EXERCISE AIM |
The required output is a single number: how many lines of the material contain the string "dead".

DATASET EXCERPTS |
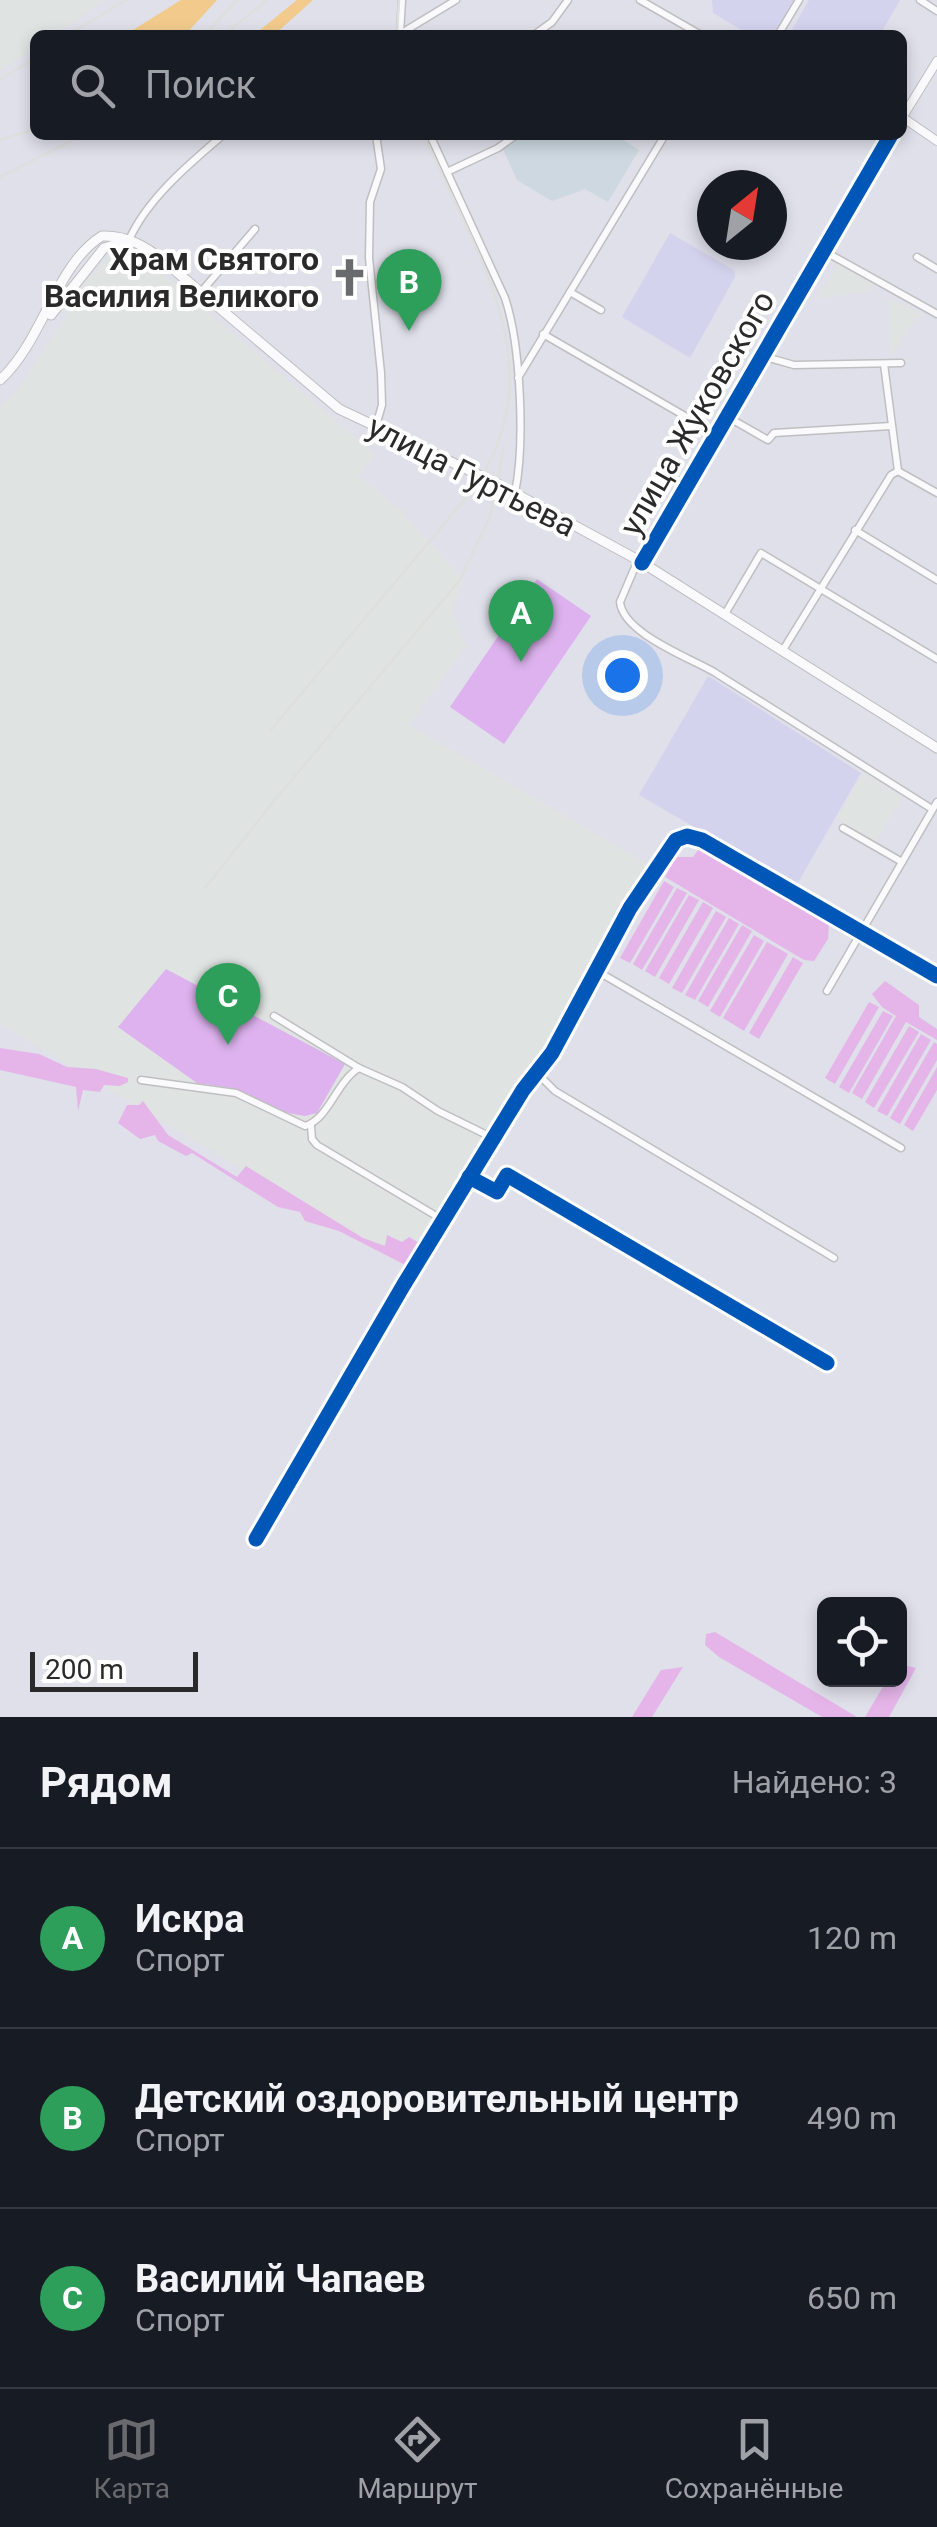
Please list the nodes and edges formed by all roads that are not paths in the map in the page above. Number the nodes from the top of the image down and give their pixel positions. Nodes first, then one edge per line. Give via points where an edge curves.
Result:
1 (402, 0) edge
2 (456, 0) edge
3 (568, 0) edge
4 (640, 0) edge
5 (799, 0) edge
6 (920, 0) edge
7 (937, 10) edge
8 (400, 30) edge
9 (408, 30) edge
10 (541, 30) edge
11 (692, 30) edge
12 (781, 30) edge
13 (937, 61) edge
14 (907, 109) edge
15 (907, 121) edge
16 (217, 140) edge
17 (377, 140) edge
18 (432, 140) edge
19 (509, 140) edge
20 (662, 140) edge
21 (889, 140) edge
22 (937, 142) edge
23 (447, 172) junction
24 (254, 229) dead end
25 (129, 240) junction
26 (824, 251) junction
27 (917, 257) dead end
28 (937, 269) edge
29 (201, 292) junction
30 (570, 292) junction
31 (601, 310) dead end
32 (937, 314) edge
33 (543, 334) junction
34 (761, 356) junction
35 (901, 363) dead end
36 (884, 364) junction
37 (0, 380) edge
38 (516, 380) junction
39 (726, 416) junction
40 (376, 426) junction
41 (892, 426) junction
42 (716, 434) junction
43 (898, 471) junction
44 (515, 493) junction
45 (937, 493) edge
46 (855, 530) junction
47 (640, 562) junction
48 (937, 580) edge
49 (821, 587) junction
50 (726, 614) junction
51 (783, 650) junction
52 (937, 659) edge
53 (937, 748) edge
54 (935, 806) edge
55 (843, 828) dead end
56 (902, 862) junction
57 (862, 932) junction
58 (598, 971) junction
59 (937, 976) edge
60 (827, 992) dead end
61 (274, 1016) dead end
62 (359, 1068) junction
63 (537, 1073) junction
64 (141, 1080) dead end
65 (311, 1126) junction
66 (493, 1138) junction
67 (900, 1148) dead end
68 (469, 1177) junction
69 (443, 1220) junction
70 (834, 1258) dead end
71 (828, 1363) dead end
72 (256, 1540) dead end

1 - 8 street
2 - 9 street
3 - 10 street
4 - 11 street
5 - 12 street
6 - 7 street
13 - 14 street
15 - 22 street
16 - 25 street via 178,175
17 - 40 street via 381,169 370,202 369,269 382,396
18 - 23 street
19 - 23 street
20 - 30 street
21 - 26 street, улица Жуковского
23 - 38 street via 508,308
24 - 29 street
25 - 29 main road, улица Гуртьева
25 - 37 main road via 97,239 65,276
26 - 32 street
26 - 34 street, улица Жуковского
27 - 28 street
29 - 40 main road, улица Гуртьева via 324,398
30 - 31 street
30 - 33 street
33 - 38 street
33 - 42 street
34 - 36 street via 794,365
34 - 39 street, улица Жуковского
35 - 36 street
36 - 41 street
38 - 44 street
39 - 41 street via 768,440 774,433
39 - 42 street, улица Жуковского
40 - 44 main road, улица Гуртьева
41 - 43 street
42 - 47 street, улица Жуковского
43 - 45 street
43 - 46 street
44 - 47 main road, улица Гуртьева
46 - 48 street
46 - 49 street
47 - 50 main road, улица Гуртьева
47 - 54 street, улица Жуковского via 620,602 626,620
49 - 50 street via 762,552
49 - 51 street
49 - 52 street
50 - 51 main road, улица Гуртьева
51 - 53 main road, улица Гуртьева
54 - 56 street
55 - 56 street
56 - 57 street
57 - 58 street via 702,840 682,836 654,868
57 - 59 street
57 - 60 street
58 - 63 street
58 - 67 street
61 - 62 street
62 - 65 street
62 - 66 street
63 - 66 street
63 - 70 street via 555,1091
64 - 65 street via 236,1094
65 - 69 street via 318,1144
66 - 68 street
68 - 69 street
68 - 71 street via 497,1192 507,1176
69 - 72 street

ANSWER TO THIS PROBLEM |
12